WHAT YOU SHOULD DO:
Which lines in the records below contain the word "حسینیه"? Copy each of them.

Saved entries:
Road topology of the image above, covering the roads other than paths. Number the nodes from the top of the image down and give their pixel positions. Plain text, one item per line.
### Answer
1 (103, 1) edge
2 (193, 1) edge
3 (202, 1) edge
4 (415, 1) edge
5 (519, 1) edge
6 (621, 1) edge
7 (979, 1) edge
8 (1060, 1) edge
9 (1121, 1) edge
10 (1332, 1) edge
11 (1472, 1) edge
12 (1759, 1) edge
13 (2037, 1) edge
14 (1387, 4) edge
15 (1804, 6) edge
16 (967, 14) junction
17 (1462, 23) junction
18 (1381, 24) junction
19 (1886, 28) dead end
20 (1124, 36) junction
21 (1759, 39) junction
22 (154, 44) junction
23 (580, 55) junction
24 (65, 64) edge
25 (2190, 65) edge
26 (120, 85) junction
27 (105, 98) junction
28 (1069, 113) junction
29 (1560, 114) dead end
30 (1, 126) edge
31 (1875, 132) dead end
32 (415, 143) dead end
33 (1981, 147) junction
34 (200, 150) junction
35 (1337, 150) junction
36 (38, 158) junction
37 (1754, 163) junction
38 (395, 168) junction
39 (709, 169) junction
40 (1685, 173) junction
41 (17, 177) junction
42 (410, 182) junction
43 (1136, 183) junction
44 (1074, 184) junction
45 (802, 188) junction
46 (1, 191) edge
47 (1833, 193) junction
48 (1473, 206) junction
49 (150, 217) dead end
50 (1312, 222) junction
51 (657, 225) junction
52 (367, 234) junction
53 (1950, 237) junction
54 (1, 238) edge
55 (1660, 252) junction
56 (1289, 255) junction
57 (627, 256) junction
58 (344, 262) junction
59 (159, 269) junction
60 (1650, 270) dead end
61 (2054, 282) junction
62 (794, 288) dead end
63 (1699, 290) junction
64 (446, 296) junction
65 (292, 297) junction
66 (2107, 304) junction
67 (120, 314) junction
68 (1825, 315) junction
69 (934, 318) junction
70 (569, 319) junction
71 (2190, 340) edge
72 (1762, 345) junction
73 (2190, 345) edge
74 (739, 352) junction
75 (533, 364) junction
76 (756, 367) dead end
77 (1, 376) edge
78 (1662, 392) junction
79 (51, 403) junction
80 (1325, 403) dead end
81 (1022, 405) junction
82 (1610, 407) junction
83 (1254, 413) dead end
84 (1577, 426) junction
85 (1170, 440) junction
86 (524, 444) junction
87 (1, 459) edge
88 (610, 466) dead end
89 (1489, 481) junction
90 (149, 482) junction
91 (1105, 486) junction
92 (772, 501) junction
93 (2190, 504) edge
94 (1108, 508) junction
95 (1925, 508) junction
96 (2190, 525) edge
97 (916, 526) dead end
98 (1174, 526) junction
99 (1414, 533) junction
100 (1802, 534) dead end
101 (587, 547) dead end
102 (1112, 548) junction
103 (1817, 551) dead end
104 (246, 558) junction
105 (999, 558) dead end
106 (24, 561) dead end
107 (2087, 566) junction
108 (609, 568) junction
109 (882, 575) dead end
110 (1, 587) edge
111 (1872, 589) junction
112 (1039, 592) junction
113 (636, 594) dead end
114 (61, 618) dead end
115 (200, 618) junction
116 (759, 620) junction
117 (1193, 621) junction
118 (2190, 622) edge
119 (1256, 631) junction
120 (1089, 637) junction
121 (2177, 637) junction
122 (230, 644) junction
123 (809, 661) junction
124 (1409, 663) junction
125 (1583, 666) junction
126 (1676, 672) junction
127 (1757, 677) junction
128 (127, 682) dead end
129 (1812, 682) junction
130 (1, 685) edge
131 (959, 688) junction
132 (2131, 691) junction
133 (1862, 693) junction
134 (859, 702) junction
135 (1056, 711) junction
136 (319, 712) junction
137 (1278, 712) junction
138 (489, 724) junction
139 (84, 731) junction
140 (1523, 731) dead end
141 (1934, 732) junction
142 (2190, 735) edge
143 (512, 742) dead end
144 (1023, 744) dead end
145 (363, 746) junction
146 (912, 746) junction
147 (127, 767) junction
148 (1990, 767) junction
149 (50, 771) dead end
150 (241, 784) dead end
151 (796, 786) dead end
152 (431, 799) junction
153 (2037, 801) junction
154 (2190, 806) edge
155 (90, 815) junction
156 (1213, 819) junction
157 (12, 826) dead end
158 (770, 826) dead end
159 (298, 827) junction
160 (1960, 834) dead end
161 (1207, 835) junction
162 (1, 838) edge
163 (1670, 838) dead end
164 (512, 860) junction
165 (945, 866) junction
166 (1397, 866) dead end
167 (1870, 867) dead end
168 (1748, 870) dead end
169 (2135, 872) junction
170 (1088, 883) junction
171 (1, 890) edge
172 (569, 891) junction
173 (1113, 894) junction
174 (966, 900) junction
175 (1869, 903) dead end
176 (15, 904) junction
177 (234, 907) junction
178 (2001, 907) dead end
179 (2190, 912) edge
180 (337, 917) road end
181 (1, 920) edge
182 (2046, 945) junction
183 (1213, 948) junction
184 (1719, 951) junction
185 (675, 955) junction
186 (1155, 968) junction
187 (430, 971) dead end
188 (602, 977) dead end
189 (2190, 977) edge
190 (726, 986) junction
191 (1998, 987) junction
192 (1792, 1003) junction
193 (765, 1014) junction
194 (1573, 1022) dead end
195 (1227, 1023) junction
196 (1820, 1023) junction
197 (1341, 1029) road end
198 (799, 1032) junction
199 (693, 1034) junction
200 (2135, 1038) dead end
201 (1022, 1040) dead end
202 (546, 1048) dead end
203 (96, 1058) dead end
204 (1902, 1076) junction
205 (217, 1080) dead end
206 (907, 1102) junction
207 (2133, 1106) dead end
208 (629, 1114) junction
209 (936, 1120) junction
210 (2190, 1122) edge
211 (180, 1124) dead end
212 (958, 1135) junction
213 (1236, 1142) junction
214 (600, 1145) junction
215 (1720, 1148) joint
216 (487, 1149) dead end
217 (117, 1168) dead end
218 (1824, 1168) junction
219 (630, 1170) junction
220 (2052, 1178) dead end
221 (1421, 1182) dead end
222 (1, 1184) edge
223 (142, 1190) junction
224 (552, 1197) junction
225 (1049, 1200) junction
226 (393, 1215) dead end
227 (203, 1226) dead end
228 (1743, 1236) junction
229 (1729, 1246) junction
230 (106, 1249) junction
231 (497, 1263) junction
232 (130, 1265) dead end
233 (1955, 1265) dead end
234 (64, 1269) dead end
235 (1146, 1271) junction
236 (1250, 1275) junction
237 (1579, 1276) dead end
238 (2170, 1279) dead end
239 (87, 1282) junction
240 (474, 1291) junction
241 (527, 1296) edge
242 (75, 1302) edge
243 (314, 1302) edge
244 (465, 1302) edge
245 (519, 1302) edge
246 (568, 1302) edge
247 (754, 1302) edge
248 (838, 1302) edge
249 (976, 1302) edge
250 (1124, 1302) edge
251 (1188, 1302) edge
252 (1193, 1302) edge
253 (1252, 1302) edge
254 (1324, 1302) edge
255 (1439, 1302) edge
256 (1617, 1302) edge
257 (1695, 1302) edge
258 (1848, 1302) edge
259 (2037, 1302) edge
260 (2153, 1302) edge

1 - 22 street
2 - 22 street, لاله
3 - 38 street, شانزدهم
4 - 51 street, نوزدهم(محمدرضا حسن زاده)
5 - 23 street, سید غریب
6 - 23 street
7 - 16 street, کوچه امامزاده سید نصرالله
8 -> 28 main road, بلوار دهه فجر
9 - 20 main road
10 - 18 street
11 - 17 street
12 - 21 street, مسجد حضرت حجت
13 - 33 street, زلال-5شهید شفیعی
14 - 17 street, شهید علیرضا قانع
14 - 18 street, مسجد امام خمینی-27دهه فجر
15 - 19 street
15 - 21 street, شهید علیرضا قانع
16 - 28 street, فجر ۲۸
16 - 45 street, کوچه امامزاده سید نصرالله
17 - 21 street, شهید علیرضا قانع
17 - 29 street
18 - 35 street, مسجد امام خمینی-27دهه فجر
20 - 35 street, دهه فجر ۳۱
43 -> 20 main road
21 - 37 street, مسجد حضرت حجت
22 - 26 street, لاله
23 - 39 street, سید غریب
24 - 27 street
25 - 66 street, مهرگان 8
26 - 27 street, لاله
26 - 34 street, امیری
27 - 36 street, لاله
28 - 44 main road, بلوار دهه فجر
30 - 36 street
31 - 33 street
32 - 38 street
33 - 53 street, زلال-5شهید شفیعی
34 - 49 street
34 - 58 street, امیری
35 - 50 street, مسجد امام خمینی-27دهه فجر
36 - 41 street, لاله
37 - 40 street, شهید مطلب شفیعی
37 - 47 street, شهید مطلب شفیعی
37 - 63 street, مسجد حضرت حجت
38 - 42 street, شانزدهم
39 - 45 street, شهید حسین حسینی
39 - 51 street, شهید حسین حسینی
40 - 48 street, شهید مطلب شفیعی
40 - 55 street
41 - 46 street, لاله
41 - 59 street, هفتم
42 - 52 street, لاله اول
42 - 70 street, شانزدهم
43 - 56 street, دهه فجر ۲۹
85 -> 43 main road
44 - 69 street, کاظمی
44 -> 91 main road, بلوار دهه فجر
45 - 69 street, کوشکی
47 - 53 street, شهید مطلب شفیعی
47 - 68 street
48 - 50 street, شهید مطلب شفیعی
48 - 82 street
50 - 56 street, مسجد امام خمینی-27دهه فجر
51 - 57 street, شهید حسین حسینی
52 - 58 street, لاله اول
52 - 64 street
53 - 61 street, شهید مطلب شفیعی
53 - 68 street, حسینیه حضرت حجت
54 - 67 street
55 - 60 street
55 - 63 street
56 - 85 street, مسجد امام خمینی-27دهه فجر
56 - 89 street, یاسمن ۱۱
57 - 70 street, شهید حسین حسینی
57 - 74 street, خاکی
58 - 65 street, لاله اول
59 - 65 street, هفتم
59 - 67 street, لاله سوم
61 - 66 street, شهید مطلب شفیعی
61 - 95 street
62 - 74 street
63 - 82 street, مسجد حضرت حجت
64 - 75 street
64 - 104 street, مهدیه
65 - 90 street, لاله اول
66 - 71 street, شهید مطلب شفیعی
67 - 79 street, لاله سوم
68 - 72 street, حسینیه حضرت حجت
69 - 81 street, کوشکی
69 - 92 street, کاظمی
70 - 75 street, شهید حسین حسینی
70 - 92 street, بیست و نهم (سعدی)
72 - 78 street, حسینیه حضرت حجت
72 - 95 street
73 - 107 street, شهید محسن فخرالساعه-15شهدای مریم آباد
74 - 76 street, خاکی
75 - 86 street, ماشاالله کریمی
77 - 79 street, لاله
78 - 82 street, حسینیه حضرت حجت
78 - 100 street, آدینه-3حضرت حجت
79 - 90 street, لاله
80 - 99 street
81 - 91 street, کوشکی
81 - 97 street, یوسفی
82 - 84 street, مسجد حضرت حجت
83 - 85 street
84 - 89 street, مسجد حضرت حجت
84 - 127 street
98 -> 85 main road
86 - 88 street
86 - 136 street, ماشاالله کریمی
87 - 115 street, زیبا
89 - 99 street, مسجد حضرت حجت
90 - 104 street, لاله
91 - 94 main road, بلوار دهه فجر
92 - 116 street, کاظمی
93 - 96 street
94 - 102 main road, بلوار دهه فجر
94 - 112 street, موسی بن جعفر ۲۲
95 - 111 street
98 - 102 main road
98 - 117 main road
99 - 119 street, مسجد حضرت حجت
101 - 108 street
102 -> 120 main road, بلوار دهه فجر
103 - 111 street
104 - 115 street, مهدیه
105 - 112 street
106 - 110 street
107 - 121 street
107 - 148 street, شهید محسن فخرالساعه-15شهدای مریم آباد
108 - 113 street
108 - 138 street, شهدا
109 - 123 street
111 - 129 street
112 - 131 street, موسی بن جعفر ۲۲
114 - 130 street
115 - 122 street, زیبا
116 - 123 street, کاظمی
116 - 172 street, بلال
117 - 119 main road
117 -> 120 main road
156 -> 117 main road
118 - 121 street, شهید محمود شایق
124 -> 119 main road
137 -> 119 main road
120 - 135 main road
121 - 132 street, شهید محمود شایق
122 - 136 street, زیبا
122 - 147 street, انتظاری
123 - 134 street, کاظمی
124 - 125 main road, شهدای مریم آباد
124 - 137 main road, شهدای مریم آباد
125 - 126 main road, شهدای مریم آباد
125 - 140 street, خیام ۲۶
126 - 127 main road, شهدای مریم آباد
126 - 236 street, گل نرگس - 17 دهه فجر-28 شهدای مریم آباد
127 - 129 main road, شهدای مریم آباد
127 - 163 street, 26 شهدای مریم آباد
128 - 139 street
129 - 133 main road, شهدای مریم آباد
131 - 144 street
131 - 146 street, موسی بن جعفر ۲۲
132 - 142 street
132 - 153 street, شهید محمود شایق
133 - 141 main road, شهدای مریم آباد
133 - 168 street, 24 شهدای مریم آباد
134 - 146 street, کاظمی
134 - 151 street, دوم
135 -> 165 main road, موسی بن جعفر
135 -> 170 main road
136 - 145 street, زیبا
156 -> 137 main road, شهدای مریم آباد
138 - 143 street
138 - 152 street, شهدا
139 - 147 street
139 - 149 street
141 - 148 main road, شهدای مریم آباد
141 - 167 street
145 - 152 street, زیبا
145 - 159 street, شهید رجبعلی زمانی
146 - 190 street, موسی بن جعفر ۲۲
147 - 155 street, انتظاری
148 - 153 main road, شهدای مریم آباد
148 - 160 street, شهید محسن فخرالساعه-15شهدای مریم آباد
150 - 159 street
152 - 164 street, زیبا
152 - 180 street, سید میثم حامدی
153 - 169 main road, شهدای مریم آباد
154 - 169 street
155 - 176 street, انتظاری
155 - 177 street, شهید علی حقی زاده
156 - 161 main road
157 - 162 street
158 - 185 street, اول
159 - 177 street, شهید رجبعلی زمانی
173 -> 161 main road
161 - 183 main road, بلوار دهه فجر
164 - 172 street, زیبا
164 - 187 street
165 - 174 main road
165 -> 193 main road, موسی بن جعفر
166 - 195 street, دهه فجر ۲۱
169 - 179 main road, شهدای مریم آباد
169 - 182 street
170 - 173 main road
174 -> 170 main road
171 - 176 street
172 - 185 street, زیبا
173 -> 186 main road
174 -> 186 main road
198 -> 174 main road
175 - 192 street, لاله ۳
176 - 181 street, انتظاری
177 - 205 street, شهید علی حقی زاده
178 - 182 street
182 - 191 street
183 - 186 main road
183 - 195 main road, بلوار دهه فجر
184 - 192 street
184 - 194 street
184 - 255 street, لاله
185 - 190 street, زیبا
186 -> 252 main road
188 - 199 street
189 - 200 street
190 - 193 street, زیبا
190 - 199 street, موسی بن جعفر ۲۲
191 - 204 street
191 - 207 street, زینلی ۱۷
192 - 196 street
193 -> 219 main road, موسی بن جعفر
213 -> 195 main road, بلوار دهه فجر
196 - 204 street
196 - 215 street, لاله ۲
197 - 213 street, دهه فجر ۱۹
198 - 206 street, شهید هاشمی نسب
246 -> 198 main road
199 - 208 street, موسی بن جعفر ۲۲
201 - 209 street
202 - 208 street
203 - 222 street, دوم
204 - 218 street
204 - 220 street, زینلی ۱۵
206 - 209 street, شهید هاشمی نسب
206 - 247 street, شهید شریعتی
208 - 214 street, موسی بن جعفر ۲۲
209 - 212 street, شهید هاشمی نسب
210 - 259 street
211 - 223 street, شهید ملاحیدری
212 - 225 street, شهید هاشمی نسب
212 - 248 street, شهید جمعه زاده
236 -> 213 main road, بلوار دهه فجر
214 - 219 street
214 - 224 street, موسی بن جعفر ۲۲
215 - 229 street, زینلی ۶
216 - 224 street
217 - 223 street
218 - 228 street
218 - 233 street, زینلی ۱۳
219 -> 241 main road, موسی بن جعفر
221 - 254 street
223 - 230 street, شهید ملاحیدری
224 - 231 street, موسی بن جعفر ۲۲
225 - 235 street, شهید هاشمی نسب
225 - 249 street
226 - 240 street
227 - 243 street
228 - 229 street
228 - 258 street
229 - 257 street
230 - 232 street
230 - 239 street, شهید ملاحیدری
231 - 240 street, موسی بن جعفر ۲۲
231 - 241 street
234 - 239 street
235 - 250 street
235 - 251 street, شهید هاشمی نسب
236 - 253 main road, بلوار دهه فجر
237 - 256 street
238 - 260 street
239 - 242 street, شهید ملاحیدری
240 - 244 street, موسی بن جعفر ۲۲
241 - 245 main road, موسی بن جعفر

WRITTEN ANSWER:
53 - 68 street, حسینیه حضرت حجت
68 - 72 street, حسینیه حضرت حجت
72 - 78 street, حسینیه حضرت حجت
78 - 82 street, حسینیه حضرت حجت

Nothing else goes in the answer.